Alun Michael: The hon. Gentleman is supposed to be speaking at the Dispatch Box, not the ranting box. I   shall take no lessons from somebody who was part of   a Conservative Government under whom interest rates were at 15 per cent. for a full year, about 1,000 businesses went bust every week and unemployment stood at 3 million. He has the cheek to try to give us lessons, but I have to say to him that since I came to this job I have been impressed by the way in   which manufacturing industry works with the Government, because those people know the value of the manufacturing strategy that we established in 2002 to help manufacturing industry. They know where their friends are.

Dr. Ashok Kumar (Middlesbrough, South and East Cleveland) (Lab): May I urge my right hon. Friend not to take any lectures from the Tory party on manufacturing? We lost 50,000 jobs on Teesside when the Tories were in power.
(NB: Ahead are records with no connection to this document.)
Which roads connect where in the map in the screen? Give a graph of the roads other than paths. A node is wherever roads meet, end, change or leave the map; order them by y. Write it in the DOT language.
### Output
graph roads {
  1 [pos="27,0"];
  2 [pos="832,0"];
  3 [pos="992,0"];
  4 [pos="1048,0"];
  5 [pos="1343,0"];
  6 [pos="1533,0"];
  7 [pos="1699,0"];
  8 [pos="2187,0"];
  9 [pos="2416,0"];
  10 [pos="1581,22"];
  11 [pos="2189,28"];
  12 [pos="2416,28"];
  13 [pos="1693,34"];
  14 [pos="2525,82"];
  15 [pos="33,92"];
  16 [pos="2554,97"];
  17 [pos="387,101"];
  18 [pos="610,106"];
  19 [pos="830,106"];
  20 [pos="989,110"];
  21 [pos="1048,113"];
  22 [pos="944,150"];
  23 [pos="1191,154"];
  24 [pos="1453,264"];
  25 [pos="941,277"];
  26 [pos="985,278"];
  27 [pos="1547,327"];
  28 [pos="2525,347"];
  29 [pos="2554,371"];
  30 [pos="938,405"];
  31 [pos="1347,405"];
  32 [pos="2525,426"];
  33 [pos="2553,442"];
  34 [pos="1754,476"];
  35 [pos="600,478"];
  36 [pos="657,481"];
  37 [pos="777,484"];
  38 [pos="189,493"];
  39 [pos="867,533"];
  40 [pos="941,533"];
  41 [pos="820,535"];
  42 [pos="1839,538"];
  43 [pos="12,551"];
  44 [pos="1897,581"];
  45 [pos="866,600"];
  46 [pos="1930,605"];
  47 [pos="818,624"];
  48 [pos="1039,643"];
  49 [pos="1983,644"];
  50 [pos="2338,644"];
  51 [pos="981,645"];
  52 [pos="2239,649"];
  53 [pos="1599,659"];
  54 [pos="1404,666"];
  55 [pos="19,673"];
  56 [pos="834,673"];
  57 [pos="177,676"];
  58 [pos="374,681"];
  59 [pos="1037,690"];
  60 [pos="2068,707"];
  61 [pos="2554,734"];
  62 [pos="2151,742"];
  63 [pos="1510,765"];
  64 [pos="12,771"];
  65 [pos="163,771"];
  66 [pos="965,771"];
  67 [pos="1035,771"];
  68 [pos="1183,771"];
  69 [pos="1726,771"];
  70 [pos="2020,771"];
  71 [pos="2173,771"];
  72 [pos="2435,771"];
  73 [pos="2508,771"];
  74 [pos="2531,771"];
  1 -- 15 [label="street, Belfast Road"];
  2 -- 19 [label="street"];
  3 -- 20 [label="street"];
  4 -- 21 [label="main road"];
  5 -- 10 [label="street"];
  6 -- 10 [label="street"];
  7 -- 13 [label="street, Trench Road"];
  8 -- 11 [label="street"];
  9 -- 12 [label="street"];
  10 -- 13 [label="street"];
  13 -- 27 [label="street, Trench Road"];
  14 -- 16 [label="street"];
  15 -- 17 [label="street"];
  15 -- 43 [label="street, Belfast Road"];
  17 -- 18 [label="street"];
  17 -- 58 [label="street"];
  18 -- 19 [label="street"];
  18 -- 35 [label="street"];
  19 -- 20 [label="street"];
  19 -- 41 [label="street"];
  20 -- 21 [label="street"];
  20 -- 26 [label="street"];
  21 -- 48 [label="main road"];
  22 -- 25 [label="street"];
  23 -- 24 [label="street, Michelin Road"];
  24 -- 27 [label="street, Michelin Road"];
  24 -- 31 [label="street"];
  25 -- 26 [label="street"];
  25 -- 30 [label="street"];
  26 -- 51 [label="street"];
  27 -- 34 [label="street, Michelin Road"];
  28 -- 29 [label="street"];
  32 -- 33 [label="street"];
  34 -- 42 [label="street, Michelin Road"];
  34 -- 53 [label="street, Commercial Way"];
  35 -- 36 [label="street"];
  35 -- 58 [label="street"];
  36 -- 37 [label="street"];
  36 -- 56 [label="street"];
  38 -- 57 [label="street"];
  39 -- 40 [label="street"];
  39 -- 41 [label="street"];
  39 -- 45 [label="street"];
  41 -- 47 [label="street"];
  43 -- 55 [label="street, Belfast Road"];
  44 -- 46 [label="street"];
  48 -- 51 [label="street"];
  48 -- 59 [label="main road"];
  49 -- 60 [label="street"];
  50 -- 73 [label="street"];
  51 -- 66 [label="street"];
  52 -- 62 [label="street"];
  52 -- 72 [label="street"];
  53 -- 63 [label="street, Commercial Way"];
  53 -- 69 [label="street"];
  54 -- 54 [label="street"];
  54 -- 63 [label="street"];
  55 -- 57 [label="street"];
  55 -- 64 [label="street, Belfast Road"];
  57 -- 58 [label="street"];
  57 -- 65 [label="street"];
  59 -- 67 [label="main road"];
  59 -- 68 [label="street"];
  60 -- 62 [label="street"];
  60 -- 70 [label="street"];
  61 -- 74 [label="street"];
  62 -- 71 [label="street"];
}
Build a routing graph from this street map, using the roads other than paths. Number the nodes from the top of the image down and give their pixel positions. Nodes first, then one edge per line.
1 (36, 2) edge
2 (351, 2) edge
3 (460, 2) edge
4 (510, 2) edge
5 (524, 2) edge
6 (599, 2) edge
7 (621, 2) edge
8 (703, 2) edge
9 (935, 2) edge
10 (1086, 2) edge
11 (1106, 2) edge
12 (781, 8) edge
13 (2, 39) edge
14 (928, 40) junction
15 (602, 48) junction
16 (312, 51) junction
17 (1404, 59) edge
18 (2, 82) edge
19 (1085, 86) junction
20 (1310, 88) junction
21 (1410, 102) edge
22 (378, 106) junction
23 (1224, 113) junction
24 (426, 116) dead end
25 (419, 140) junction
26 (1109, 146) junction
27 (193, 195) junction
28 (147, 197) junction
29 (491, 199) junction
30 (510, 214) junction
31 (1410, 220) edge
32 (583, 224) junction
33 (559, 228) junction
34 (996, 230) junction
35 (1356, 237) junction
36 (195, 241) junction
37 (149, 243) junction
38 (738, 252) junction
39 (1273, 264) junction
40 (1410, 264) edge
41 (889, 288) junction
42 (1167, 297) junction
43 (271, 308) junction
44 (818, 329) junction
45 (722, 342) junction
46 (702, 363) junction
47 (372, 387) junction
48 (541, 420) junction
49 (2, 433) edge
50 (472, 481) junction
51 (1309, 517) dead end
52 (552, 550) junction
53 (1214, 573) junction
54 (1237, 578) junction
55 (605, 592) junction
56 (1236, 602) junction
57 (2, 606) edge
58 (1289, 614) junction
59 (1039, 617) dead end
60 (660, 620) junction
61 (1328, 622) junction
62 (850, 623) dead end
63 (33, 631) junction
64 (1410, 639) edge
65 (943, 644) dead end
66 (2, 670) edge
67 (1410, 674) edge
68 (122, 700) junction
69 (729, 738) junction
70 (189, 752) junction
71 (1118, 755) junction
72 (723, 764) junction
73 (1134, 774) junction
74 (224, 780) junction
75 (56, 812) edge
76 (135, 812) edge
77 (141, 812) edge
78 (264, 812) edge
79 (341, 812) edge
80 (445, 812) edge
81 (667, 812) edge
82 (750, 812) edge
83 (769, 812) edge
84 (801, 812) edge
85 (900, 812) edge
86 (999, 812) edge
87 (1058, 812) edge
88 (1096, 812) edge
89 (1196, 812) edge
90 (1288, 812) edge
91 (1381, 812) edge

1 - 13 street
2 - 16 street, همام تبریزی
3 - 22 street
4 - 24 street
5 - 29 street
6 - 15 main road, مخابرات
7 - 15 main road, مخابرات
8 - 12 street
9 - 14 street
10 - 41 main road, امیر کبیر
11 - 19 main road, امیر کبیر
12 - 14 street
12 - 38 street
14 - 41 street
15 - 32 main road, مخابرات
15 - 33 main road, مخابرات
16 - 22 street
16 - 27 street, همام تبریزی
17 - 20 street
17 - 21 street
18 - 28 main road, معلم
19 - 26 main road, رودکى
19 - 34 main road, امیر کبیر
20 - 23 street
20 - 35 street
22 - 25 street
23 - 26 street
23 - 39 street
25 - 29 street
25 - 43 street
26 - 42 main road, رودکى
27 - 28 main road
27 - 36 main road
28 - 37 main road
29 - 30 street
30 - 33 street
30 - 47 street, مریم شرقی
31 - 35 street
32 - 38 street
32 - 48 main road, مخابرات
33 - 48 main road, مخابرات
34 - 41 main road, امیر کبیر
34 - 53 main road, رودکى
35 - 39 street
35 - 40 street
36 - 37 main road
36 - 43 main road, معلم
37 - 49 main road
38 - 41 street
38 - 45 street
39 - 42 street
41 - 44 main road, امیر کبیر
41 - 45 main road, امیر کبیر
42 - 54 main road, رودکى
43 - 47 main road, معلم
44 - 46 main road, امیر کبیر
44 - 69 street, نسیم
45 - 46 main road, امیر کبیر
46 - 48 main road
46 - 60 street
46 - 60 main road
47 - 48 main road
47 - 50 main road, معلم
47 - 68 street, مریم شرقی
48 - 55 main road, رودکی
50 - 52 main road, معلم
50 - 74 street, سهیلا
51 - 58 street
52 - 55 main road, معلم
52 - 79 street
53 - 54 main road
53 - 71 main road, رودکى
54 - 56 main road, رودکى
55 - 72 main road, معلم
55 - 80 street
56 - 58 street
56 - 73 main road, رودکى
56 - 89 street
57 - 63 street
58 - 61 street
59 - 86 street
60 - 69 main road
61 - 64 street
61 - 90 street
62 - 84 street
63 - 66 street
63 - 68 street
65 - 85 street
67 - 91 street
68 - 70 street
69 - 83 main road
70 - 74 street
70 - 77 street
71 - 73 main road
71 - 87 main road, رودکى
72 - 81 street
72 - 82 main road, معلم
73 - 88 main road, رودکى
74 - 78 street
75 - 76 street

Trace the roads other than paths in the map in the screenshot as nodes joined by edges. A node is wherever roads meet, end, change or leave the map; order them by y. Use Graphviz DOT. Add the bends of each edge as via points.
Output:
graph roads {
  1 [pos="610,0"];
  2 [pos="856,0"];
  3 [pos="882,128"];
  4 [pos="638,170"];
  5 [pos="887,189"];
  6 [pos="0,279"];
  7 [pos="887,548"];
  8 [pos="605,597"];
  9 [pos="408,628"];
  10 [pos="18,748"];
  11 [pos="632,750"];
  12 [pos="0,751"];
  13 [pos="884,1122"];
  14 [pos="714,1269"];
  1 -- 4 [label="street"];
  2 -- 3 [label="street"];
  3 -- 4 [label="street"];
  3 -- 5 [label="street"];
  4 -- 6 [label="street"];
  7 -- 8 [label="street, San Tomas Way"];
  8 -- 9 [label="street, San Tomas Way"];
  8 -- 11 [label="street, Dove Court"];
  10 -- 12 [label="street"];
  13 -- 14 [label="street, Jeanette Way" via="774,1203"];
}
Does he agree that one of the key components of a successful manufacturing country is investment in research and development? What efforts is he making to ask the private sector to invest more   in   R and D so that we can have a successful manufacturing sector?

Alun Michael: My hon. Friend is right. What is strong is the partnership with manufacturing industry involving initiatives such as the materials centre that we opened recently on the Isle of Wight, and the fact that our manufacturing strategy is based on applying science and innovation, world-class practice, raising investment and a high level of skills. That all depends on high standards and good leadership in manufacturing industry, and leaders in that industry are acting as partners with us to tackle those issues, so our industry will be successful.